The Priory and Parish Church of Saint Mary is in Beddgelert, in the Snowdonia area of Gwynedd, Wales. It is a Grade II* listed building, on the site of one of the oldest Christian establishments in Wales. An early Christian community was established there in the 6th century AD which is mentioned by Gerald of Wales. An Augustinian priory was founded there in the 13th century and in the Middle Ages it grew substantially thanks to the support of important Welsh nobles including Prince Llewelyn.

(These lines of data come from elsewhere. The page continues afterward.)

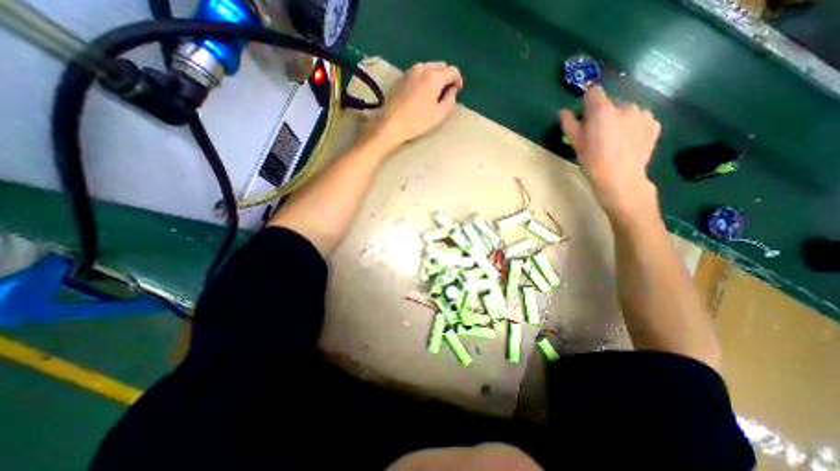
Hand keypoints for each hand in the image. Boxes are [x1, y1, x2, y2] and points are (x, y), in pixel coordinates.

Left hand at [365, 60, 461, 150]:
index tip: (458, 90)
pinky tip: (423, 92)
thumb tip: (452, 90)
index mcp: (434, 77)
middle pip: (440, 65)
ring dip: (435, 76)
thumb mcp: (439, 114)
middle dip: (447, 76)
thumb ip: (450, 100)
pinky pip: (418, 72)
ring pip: (429, 67)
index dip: (458, 79)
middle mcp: (422, 68)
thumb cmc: (417, 121)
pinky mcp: (401, 77)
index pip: (452, 71)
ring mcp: (410, 71)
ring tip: (435, 92)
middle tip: (447, 91)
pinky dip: (425, 78)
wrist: (391, 124)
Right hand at [559, 84, 659, 220]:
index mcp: (602, 110)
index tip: (586, 117)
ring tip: (616, 140)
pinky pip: (640, 119)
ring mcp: (643, 114)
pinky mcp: (654, 123)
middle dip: (605, 114)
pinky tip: (628, 143)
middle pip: (611, 103)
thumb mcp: (575, 143)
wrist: (620, 178)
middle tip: (600, 134)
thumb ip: (569, 123)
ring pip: (627, 111)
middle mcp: (625, 106)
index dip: (588, 103)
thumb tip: (563, 111)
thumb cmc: (592, 161)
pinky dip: (634, 127)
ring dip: (620, 120)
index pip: (594, 91)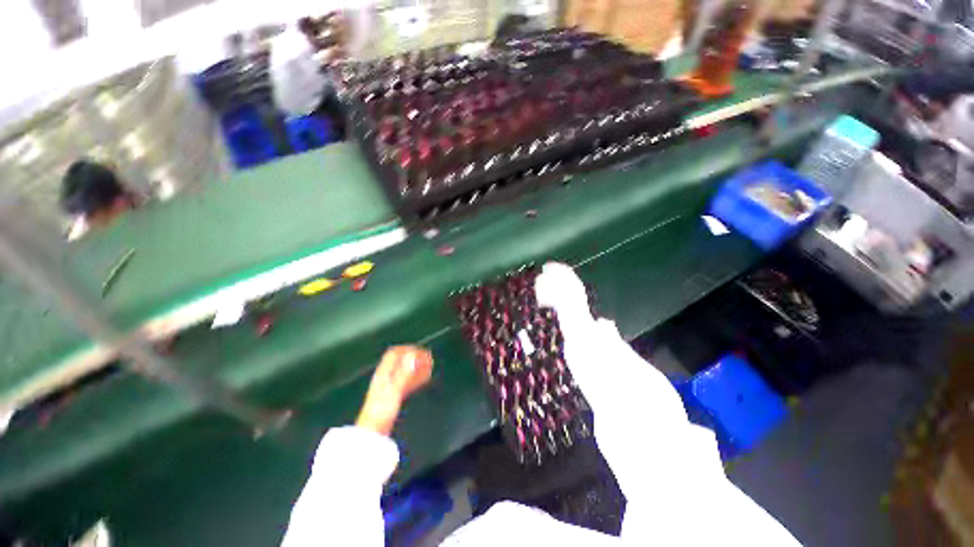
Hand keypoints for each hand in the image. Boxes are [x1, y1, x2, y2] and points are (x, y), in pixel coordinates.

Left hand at [356, 346, 432, 435]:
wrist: (373, 433)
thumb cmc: (381, 412)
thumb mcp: (394, 390)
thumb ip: (404, 373)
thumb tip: (413, 356)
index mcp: (383, 374)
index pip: (394, 354)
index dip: (408, 349)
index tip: (421, 351)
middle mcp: (385, 378)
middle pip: (400, 362)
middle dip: (415, 357)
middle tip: (428, 358)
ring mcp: (389, 388)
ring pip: (404, 372)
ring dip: (417, 367)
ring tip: (429, 366)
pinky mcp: (393, 398)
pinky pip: (406, 382)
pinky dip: (416, 378)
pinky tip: (423, 380)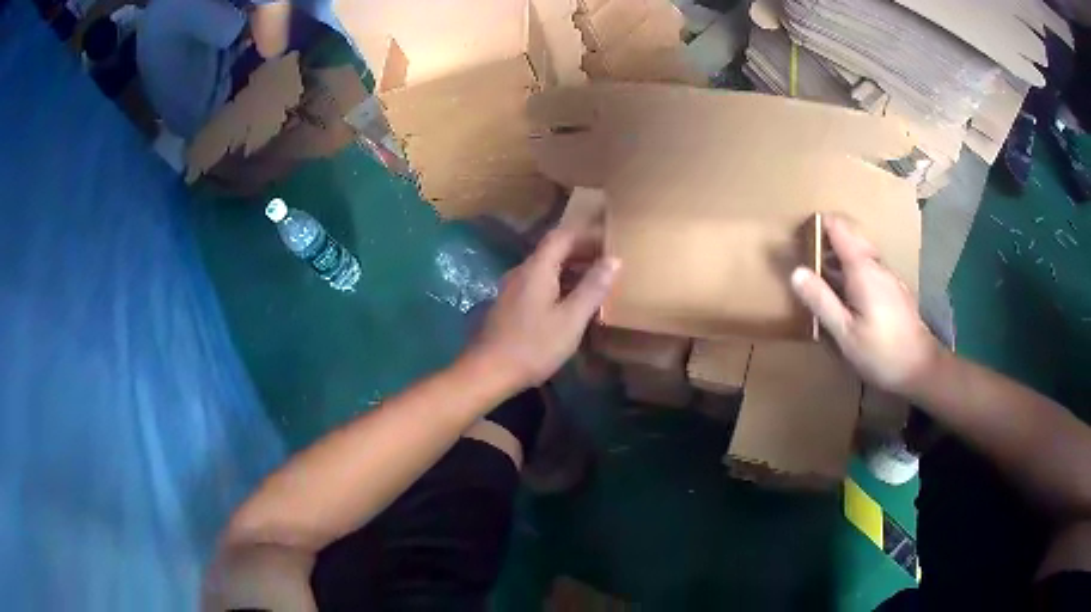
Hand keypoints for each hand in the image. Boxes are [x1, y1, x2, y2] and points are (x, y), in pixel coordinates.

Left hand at [468, 228, 620, 390]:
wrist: (488, 372)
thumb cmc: (533, 346)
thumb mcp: (571, 319)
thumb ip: (593, 288)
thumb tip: (614, 260)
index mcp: (537, 268)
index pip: (563, 236)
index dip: (588, 234)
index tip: (610, 241)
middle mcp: (522, 271)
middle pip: (554, 250)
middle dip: (582, 252)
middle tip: (609, 263)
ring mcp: (512, 288)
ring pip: (546, 269)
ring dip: (571, 270)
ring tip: (597, 283)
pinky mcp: (510, 305)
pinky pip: (539, 284)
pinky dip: (559, 285)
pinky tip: (572, 303)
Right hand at [790, 215, 940, 394]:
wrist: (921, 367)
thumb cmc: (881, 352)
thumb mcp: (845, 333)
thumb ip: (821, 301)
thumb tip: (796, 272)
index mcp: (863, 268)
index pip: (839, 227)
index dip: (819, 225)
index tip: (801, 235)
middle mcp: (877, 264)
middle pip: (851, 236)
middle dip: (829, 239)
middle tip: (808, 256)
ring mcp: (889, 276)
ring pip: (862, 252)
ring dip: (841, 256)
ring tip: (823, 276)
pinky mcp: (895, 289)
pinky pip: (870, 267)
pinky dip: (854, 270)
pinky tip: (848, 295)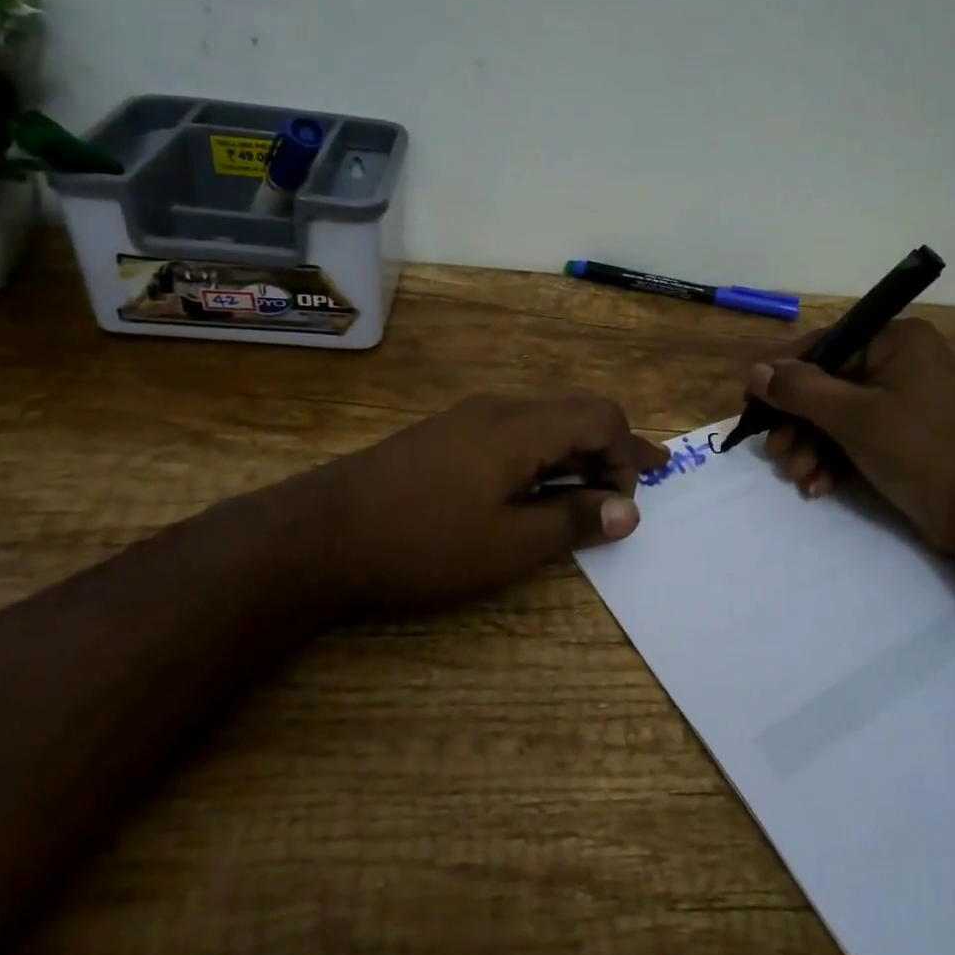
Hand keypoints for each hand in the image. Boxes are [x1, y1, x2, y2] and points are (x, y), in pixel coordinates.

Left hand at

The priory and many of its records were destroyed in 1283 or 1284 by a fire. As of the early 16th century it was Sir John Wynn (ancestor of the Barons Newborough who owned the priory in addition to Bardsey Island. In the 16th century, as part of the dissolution of the monasteries, the priory was closed in October 1535 and became a simple parish church. Remnants of the church's medieval past include transept arches and some of the stonework around the lancet windows. The Victorian era brought further modifications including the demolition of the north aisle and some new stained glass. The existing glass is dated only to the 19th and 20th centuries and includes work by Dunstan Powell (1920) and Trena Cox (1968).

People
The harpist and wrestler Marged ferch Ifan (1696-1793) was baptised here in 1696 and married in 1717.